Latent Variable Forests for Latent Variable Score Estimation

Educ Psychol Meas. 2024 Dec;84(6):1138-1172. doi: 10.1177/00131644241237502. Epub 2024 Apr 1.

Abstract

We develop a latent variable forest (LV Forest) algorithm for the estimation of latent variable scores with one or more latent variables. LV Forest estimates unbiased latent variable scores based on confirmatory factor analysis (CFA) models with ordinal and/or numerical response variables. Through parametric model restrictions paired with a nonparametric tree-based machine learning approach, LV Forest estimates latent variable scores using models that are unbiased with respect to relevant subgroups in the population.

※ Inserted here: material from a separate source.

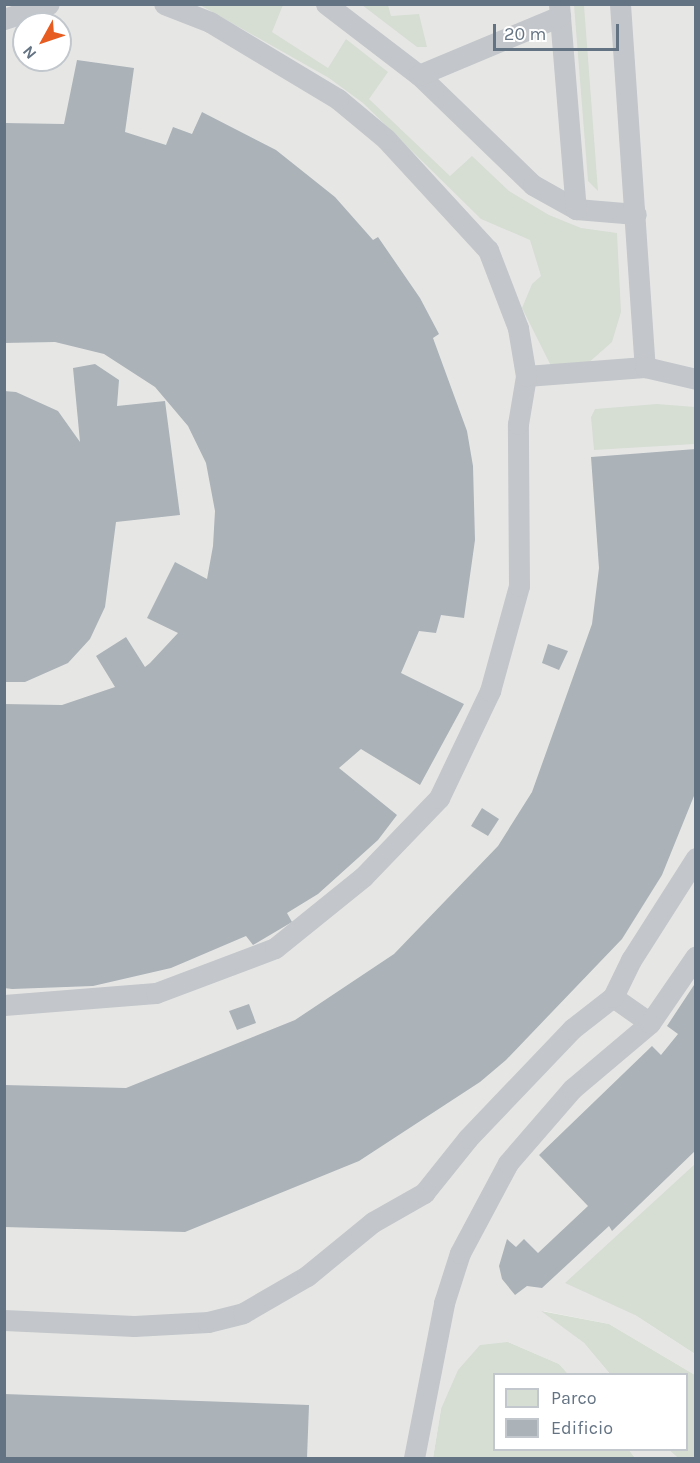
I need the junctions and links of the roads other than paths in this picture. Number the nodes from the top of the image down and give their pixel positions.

This way, estimated latent variable scores are interpretable with respect to systematic influences of covariates without being biased by these variables. By building a tree ensemble, LV Forest takes parameter heterogeneity in latent variable modeling into account to capture subgroups with both good model fit and stable parameter estimates. We apply LV Forest to simulated data with heterogeneous model parameters as well as to real large-scale survey data. We show that LV Forest improves the accuracy of score estimation if parameter heterogeneity is present.

Keywords: confirmatory factor analysis; differential item functioning; factor scores; item response theory; machine learning.